Great Britain has a hybrid system similar to some U.S. state pensions.
Over time, the unfunded liabilities reduce to zero under this approach, and total spending bends down the cost curve.
Simply beginning the block granting of means-tested programs and later starting the longer phase-in to a fully funded individually controlled 401(k) style Social Security and Medicare would make it clear the United States was headed in the direction of fiscal sustainability by reducing pressure on the budget and the economy.
These sorts of reforms would be assisted by the federal government enacting a sustainable budget. This would be a fiscal rule of spending limit similar to the Swiss debt brake or Colorado’s TABOR, whereby federal spending would be capped at no more than the population growth rate plus inflation. Of course, federal spending should be much lower than this rate to correct for past excesses and bloated national debt. However, the spending limit will force Congress to reform mandatory programs and bring down the national debt.

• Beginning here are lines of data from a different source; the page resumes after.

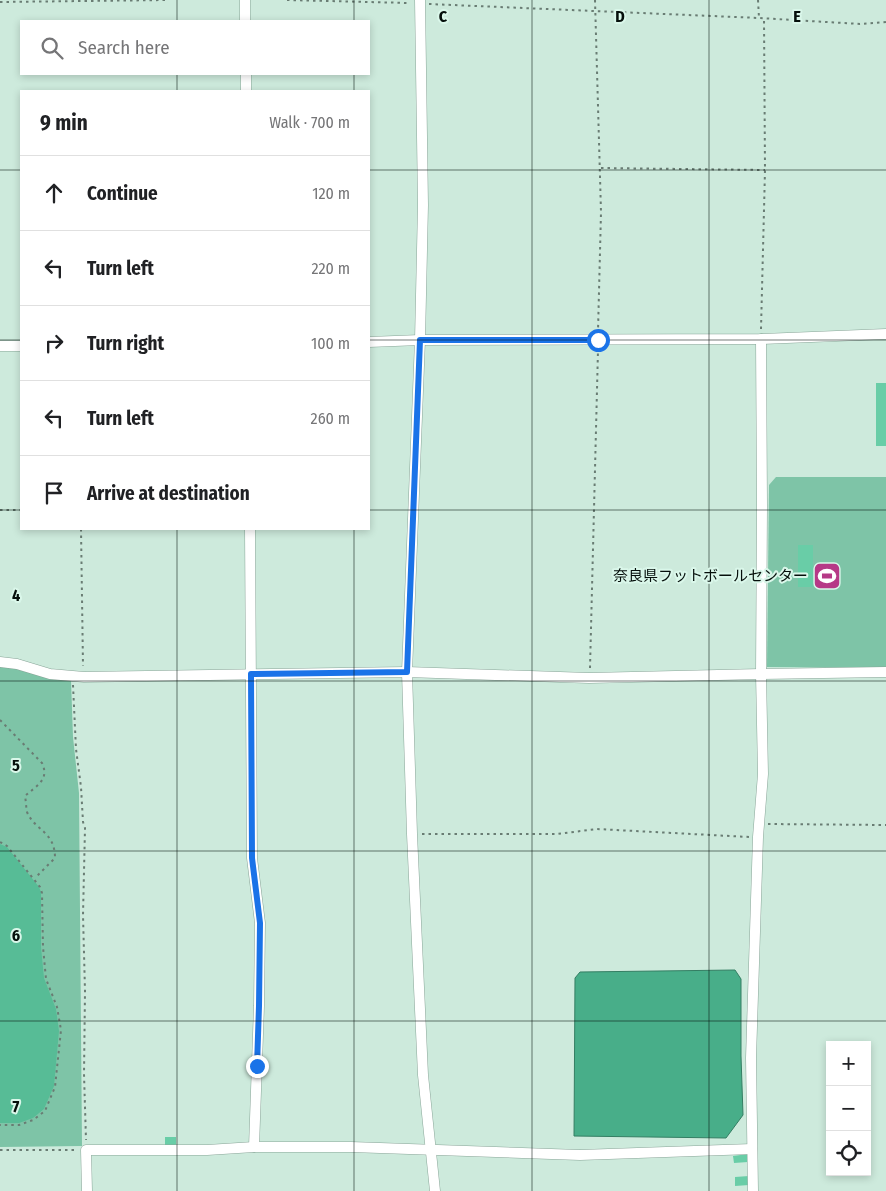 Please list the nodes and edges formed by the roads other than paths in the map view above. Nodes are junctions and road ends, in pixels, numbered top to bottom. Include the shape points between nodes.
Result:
1 (245, 0) edge
2 (420, 2) edge
3 (245, 20) edge
4 (246, 75) edge
5 (246, 90) edge
6 (886, 334) edge
7 (761, 339) junction
8 (420, 340) junction
9 (370, 342) edge
10 (0, 346) edge
11 (20, 346) edge
12 (250, 530) edge
13 (0, 662) edge
14 (407, 672) junction
15 (886, 672) edge
16 (251, 674) junction
17 (761, 674) junction
18 (254, 1147) junction
19 (752, 1149) junction
20 (431, 1150) junction
21 (87, 1191) edge
22 (435, 1191) edge
23 (753, 1191) edge

1 - 3 street
2 - 8 street
4 - 5 street
6 - 7 street
7 - 8 street
7 - 17 street
8 - 9 street
8 - 14 street
10 - 11 street
12 - 16 street
13 - 16 street via 78,677
14 - 16 street
14 - 17 street via 589,678
14 - 20 street via 422,1075
15 - 17 street
16 - 18 street via 252,858 260,923
17 - 19 street via 762,774 751,1058
18 - 20 street
18 - 21 street via 86,1150
19 - 20 street via 580,1155
19 - 23 street
20 - 22 street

Had this spending limit been in place from 2004 to 2023, the federal debt would have increased by $700 billion instead of the actual increase of $20.2 trillion.
Slowing Spending Must be a Priority
As for economic growth, we have seen the strong growth that Reagan’s top individual tax rate reduction from 70 percent to 50 percent and then to 28 percent gave us until Bush, Sr. reversed the progress. And the capital gains tax reduction in 1978, 1981, 1997, and 2003 all led to higher growth rates.

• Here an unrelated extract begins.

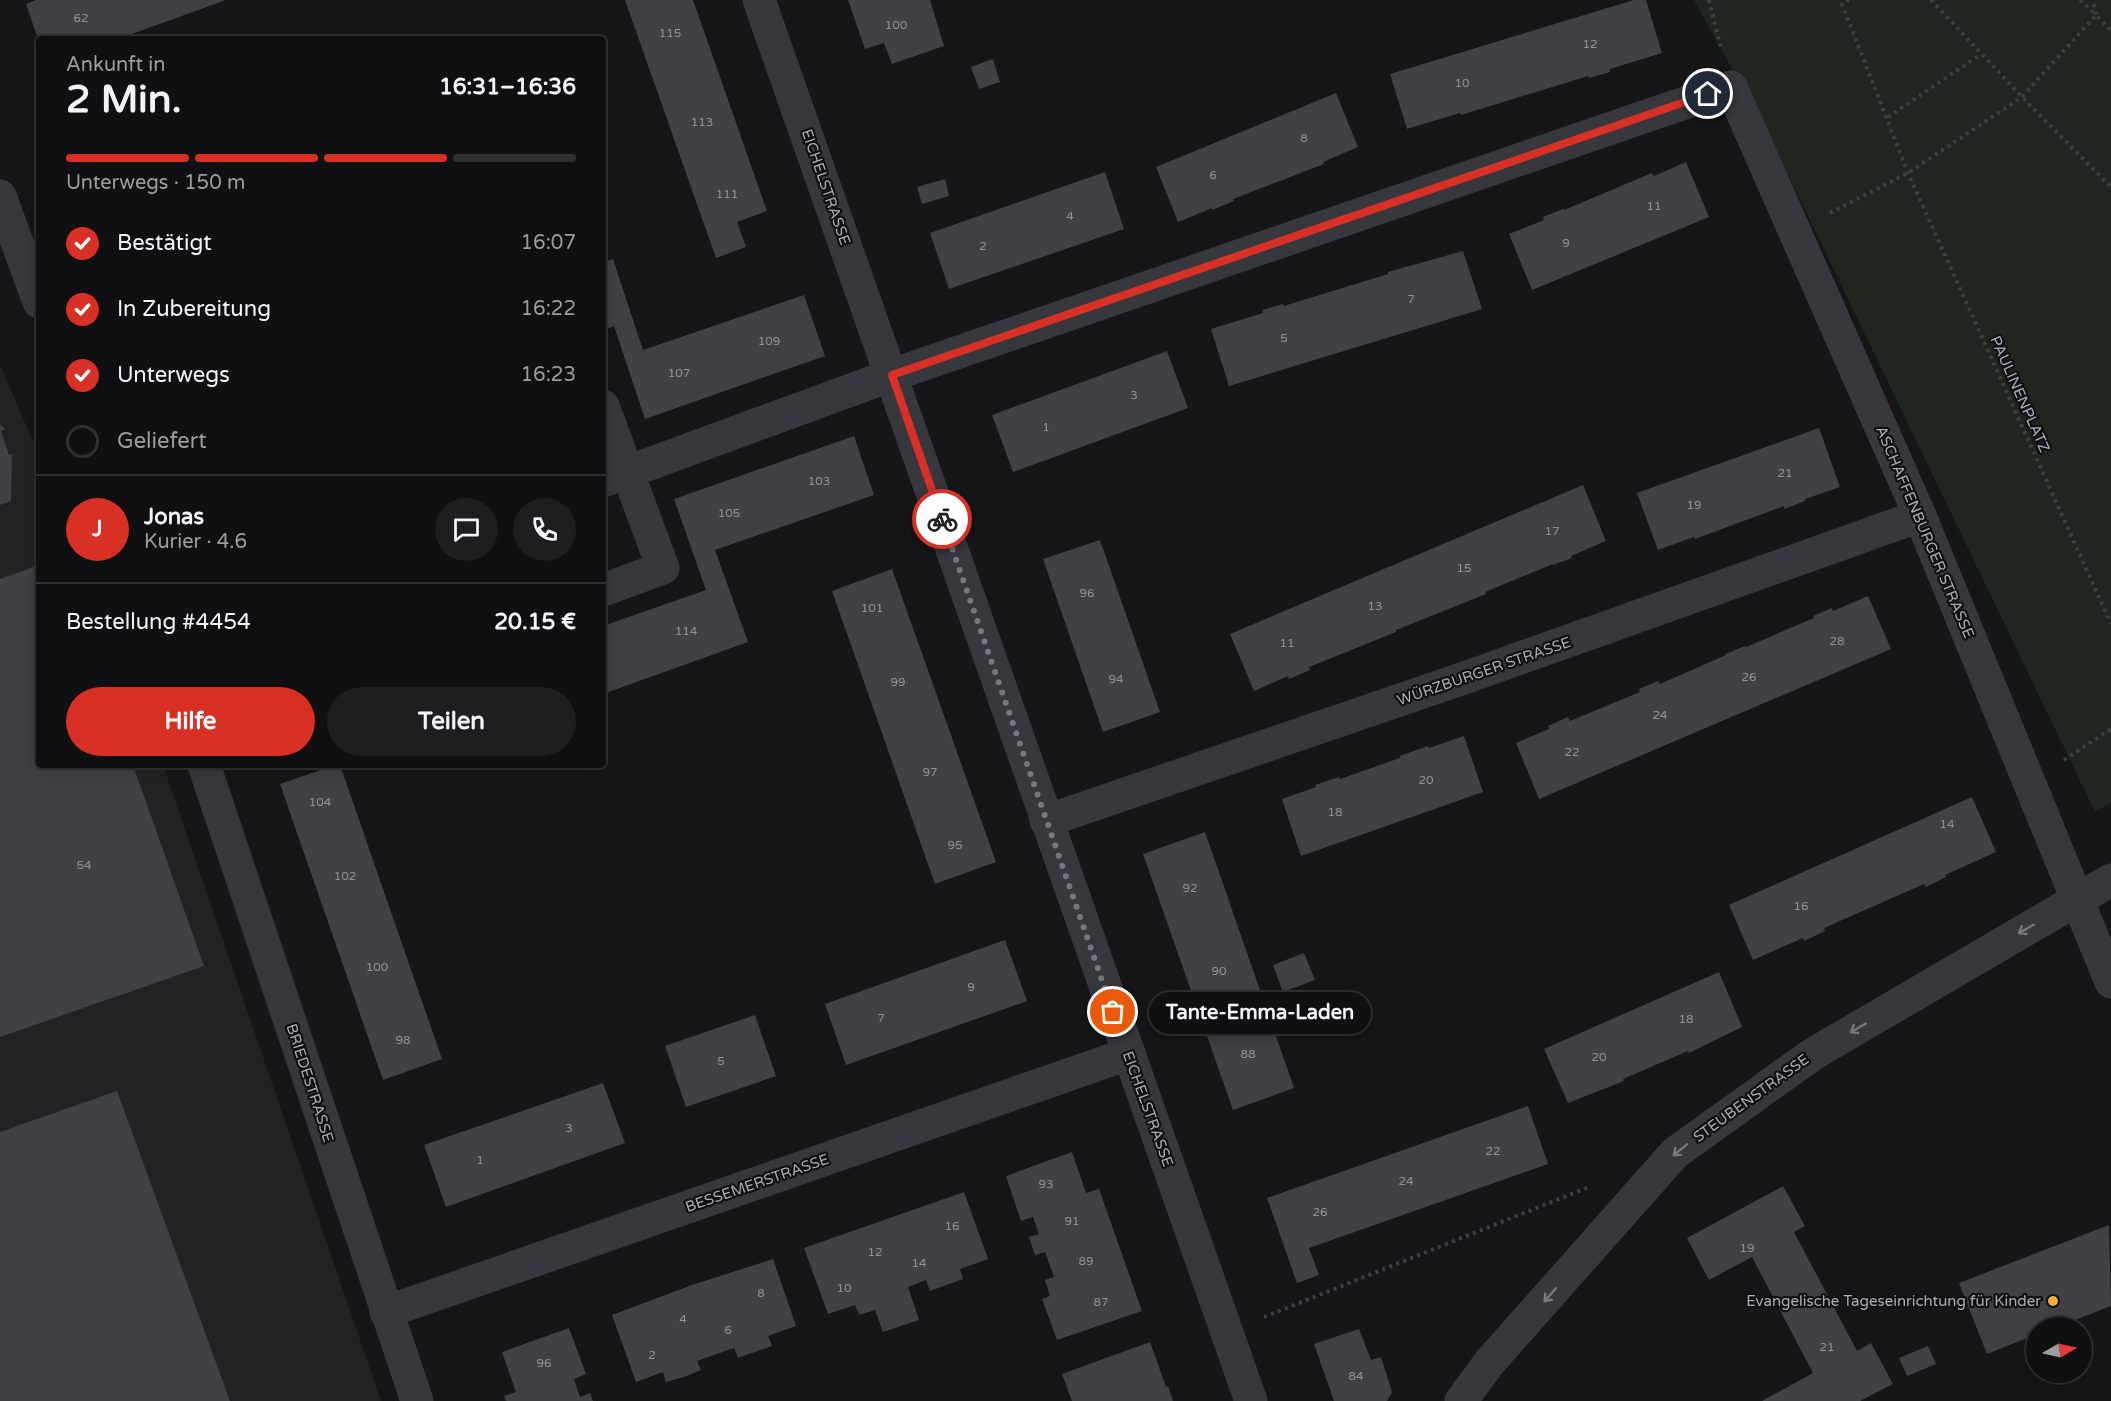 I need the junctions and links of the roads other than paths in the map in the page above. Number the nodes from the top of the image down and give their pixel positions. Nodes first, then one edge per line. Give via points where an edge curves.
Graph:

More recently, taking the corporate income tax rate from 35 percent—one of the highest in the developed world—to 21 percent, about average in Europe, saw a jump in the inflation-adjusted median household income by 7.1 percent in 2019 alone.
Lower individual tax rates, capital gains taxes (in the 1920s, 60s, and 80s), and the corporate tax rate 2017 contributed to faster economic growth rates, which have raised growth rates in the past and will again.
Less spending and more economic growth. Good ideas on their own but are now required by the growing debt flowing from years of uncontrolled spending and underperforming economic growth.